A complete response lists each line of the data below that includes the word "points".

(Saved data entries)
· · ·
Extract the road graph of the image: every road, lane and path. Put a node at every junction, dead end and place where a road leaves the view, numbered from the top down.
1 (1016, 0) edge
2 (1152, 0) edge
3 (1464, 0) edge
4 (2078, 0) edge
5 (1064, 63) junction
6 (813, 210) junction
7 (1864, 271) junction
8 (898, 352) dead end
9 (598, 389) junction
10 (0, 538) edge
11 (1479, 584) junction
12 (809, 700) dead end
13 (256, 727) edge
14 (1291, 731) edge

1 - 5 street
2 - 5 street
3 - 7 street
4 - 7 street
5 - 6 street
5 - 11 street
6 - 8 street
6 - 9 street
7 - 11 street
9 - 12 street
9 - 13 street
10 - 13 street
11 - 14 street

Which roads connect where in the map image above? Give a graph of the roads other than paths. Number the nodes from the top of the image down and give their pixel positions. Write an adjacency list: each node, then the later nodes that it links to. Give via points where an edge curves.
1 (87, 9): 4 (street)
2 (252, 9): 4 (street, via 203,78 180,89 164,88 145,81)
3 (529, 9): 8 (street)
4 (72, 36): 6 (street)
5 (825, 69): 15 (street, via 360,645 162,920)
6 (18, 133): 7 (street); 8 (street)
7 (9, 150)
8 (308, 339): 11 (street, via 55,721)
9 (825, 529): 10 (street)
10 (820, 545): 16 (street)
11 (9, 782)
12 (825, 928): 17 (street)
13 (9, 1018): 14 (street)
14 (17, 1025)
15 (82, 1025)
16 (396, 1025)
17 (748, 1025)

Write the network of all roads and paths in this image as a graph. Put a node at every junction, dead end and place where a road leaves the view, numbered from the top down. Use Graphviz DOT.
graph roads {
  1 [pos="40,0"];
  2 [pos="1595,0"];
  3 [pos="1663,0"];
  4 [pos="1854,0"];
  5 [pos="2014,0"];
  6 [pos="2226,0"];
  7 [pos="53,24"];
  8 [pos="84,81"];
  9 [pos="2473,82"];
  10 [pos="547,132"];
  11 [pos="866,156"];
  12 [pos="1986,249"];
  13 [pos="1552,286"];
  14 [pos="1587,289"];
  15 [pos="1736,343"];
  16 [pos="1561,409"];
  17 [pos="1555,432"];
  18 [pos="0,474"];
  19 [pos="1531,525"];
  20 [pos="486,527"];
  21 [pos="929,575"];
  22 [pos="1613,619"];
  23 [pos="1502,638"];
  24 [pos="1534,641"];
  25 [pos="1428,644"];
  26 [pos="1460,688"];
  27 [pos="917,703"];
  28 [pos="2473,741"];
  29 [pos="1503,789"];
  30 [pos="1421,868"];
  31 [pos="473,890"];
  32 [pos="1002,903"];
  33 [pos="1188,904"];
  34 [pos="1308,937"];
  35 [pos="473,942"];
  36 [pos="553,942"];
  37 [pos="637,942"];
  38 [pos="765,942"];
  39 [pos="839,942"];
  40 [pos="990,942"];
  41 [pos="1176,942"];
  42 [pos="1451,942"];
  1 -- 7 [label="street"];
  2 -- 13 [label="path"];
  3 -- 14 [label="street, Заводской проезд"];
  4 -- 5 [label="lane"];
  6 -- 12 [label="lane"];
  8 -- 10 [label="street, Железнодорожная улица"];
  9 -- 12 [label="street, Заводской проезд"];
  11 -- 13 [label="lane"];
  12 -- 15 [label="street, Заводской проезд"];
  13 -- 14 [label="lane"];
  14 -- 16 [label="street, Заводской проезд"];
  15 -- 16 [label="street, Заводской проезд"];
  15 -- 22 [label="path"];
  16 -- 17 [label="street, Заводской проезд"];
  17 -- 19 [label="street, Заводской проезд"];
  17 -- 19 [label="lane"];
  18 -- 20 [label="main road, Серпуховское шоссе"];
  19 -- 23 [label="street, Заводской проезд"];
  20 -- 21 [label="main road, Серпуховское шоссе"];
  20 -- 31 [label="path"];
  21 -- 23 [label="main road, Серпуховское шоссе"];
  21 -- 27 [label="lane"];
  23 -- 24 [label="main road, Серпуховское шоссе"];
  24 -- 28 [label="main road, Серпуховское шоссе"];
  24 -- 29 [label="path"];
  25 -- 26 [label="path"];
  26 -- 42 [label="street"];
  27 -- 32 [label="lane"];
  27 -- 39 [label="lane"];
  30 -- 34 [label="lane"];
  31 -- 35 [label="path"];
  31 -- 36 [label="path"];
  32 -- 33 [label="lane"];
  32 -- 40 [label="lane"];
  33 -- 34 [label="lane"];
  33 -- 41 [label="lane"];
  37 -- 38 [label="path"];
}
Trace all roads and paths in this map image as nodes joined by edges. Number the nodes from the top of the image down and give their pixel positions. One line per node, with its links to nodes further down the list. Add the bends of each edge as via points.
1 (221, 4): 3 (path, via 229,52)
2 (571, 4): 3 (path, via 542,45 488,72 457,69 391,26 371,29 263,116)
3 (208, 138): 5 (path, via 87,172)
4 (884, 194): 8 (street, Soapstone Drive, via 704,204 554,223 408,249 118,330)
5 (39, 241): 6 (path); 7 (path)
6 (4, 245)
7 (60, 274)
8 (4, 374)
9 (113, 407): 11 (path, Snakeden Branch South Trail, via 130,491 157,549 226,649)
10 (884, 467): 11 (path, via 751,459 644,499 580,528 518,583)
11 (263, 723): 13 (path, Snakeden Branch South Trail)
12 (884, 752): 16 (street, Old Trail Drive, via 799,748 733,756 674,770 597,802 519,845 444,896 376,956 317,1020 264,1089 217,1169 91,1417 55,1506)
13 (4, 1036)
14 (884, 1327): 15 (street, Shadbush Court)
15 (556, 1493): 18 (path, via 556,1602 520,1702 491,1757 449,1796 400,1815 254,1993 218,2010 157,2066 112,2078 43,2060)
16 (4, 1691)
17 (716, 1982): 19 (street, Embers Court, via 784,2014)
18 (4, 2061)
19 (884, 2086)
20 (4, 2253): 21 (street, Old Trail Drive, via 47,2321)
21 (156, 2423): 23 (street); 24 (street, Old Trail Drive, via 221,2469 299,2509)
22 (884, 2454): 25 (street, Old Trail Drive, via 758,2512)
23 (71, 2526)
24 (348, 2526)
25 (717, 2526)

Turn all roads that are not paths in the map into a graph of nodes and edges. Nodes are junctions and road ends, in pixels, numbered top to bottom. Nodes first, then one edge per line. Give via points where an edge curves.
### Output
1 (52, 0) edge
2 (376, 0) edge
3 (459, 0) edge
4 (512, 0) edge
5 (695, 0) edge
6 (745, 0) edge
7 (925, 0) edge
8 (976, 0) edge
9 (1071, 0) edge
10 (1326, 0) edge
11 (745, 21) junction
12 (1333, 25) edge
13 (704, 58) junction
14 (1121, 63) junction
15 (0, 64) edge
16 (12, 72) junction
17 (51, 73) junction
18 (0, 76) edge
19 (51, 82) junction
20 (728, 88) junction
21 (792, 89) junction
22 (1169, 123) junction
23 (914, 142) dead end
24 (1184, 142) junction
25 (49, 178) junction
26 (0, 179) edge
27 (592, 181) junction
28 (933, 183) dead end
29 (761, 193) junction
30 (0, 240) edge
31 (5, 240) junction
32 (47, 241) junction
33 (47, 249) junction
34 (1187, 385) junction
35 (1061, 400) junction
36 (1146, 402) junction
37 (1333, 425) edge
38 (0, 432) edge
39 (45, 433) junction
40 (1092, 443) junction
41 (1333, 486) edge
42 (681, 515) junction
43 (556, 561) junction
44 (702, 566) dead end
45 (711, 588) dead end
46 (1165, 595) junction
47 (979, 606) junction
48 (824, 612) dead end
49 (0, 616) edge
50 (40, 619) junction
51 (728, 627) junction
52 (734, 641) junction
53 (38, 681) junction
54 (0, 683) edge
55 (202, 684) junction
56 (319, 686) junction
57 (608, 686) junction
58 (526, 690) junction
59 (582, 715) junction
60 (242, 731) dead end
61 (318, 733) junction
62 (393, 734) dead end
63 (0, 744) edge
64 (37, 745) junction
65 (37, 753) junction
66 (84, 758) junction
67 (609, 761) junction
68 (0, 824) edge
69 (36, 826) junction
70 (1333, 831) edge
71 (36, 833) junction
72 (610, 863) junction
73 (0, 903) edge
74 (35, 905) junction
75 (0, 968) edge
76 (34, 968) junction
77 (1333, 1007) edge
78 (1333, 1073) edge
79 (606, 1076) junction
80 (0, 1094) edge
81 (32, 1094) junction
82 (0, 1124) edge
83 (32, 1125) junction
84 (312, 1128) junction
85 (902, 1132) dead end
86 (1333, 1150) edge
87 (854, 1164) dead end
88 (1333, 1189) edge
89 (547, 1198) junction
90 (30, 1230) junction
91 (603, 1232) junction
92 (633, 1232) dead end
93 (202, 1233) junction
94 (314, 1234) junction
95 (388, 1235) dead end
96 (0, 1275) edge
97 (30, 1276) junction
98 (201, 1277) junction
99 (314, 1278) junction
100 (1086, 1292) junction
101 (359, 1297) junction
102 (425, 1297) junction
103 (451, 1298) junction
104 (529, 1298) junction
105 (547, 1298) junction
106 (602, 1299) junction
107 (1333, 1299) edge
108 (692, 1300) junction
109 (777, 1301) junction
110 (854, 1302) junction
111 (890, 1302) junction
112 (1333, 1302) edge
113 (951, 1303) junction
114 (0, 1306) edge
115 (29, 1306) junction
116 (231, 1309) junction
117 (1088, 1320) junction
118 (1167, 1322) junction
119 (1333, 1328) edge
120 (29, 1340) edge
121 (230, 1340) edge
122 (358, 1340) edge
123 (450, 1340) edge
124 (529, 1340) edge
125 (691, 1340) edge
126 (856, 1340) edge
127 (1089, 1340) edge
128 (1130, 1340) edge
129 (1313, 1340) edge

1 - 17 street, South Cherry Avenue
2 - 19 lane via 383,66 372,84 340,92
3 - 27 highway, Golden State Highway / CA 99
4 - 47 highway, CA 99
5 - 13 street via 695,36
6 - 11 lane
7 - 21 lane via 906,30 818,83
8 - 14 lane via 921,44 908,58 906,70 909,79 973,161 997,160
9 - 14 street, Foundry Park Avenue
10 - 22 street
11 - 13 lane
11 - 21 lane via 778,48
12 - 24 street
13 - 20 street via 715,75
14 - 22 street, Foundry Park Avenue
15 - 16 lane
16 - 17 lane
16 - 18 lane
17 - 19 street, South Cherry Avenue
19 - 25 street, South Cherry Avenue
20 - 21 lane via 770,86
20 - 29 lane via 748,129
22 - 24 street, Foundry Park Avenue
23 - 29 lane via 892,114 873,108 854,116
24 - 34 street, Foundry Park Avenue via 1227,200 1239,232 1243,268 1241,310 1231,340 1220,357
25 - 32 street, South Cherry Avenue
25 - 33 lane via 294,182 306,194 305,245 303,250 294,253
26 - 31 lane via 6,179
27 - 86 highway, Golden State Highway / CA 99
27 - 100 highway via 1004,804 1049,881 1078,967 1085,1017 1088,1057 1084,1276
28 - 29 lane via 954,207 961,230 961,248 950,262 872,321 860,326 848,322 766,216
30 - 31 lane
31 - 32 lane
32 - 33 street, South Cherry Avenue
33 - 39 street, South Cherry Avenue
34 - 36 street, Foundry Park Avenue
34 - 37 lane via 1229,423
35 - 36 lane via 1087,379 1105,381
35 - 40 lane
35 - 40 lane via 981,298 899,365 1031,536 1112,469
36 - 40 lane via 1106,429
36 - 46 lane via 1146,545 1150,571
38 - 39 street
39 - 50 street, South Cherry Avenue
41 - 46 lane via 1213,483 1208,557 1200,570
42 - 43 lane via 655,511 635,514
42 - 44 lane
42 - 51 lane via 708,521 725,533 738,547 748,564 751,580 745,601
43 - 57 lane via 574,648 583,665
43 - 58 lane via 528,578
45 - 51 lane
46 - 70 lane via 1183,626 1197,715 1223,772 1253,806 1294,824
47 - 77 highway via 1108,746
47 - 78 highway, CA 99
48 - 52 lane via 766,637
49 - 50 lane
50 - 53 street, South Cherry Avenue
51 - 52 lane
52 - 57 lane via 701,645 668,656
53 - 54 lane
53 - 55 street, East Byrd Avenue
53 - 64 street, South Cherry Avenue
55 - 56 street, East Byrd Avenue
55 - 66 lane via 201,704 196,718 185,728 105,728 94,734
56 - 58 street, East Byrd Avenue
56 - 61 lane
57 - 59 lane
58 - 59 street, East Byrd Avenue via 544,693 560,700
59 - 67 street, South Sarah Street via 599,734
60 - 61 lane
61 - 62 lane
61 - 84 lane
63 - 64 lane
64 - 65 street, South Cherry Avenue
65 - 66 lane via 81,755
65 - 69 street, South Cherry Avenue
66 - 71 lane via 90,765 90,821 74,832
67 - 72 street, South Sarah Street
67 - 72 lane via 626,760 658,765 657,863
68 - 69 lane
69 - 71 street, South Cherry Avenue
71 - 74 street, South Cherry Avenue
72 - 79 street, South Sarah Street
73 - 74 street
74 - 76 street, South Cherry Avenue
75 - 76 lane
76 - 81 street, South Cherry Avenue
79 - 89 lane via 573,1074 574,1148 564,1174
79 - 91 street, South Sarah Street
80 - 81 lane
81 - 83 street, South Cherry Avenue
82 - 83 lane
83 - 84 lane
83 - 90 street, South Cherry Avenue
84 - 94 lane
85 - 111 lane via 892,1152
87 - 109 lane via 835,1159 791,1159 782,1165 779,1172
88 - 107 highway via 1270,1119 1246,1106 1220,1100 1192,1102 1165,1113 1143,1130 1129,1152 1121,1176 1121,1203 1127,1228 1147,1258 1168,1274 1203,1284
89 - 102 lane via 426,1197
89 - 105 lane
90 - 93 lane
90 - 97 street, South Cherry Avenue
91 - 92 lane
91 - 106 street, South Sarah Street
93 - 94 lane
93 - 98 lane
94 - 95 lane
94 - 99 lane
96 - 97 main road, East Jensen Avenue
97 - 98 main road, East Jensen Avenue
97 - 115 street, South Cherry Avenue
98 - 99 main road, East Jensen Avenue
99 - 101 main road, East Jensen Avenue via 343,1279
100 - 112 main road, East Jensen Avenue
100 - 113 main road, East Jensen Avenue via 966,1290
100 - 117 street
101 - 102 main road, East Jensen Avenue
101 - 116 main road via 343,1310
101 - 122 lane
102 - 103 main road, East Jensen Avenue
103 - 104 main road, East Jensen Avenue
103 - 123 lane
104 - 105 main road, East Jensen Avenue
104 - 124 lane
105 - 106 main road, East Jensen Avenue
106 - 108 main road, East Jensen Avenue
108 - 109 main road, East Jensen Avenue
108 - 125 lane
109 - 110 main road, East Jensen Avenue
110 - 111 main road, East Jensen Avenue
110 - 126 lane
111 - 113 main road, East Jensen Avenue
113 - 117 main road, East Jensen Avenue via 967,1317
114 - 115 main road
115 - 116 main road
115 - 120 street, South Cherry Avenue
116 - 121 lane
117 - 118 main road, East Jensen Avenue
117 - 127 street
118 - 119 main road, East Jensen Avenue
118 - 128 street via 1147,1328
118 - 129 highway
· · ·
### Completed task
Which roads connect where in the map image above? Give a graph of the roads other than paths. Number the nodes from the top of the image down and give their pixel positions. Write an adjacency list: each node, then the later nodes that it links to. Give via points where an edge curves.
Trace all roads and paths in this map image as nodes joined by edges. Number the nodes from the top of the image down and give their pixel positions. One line per node, with its links to nodes further down the list. Add the bends of each edge as via points.
Turn all roads that are not paths in the map into a graph of nodes and edges. Nodes are junctions and road ends, in pixels, numbered top to bottom. Nodes first, then one edge per line. Give via points where an edge curves.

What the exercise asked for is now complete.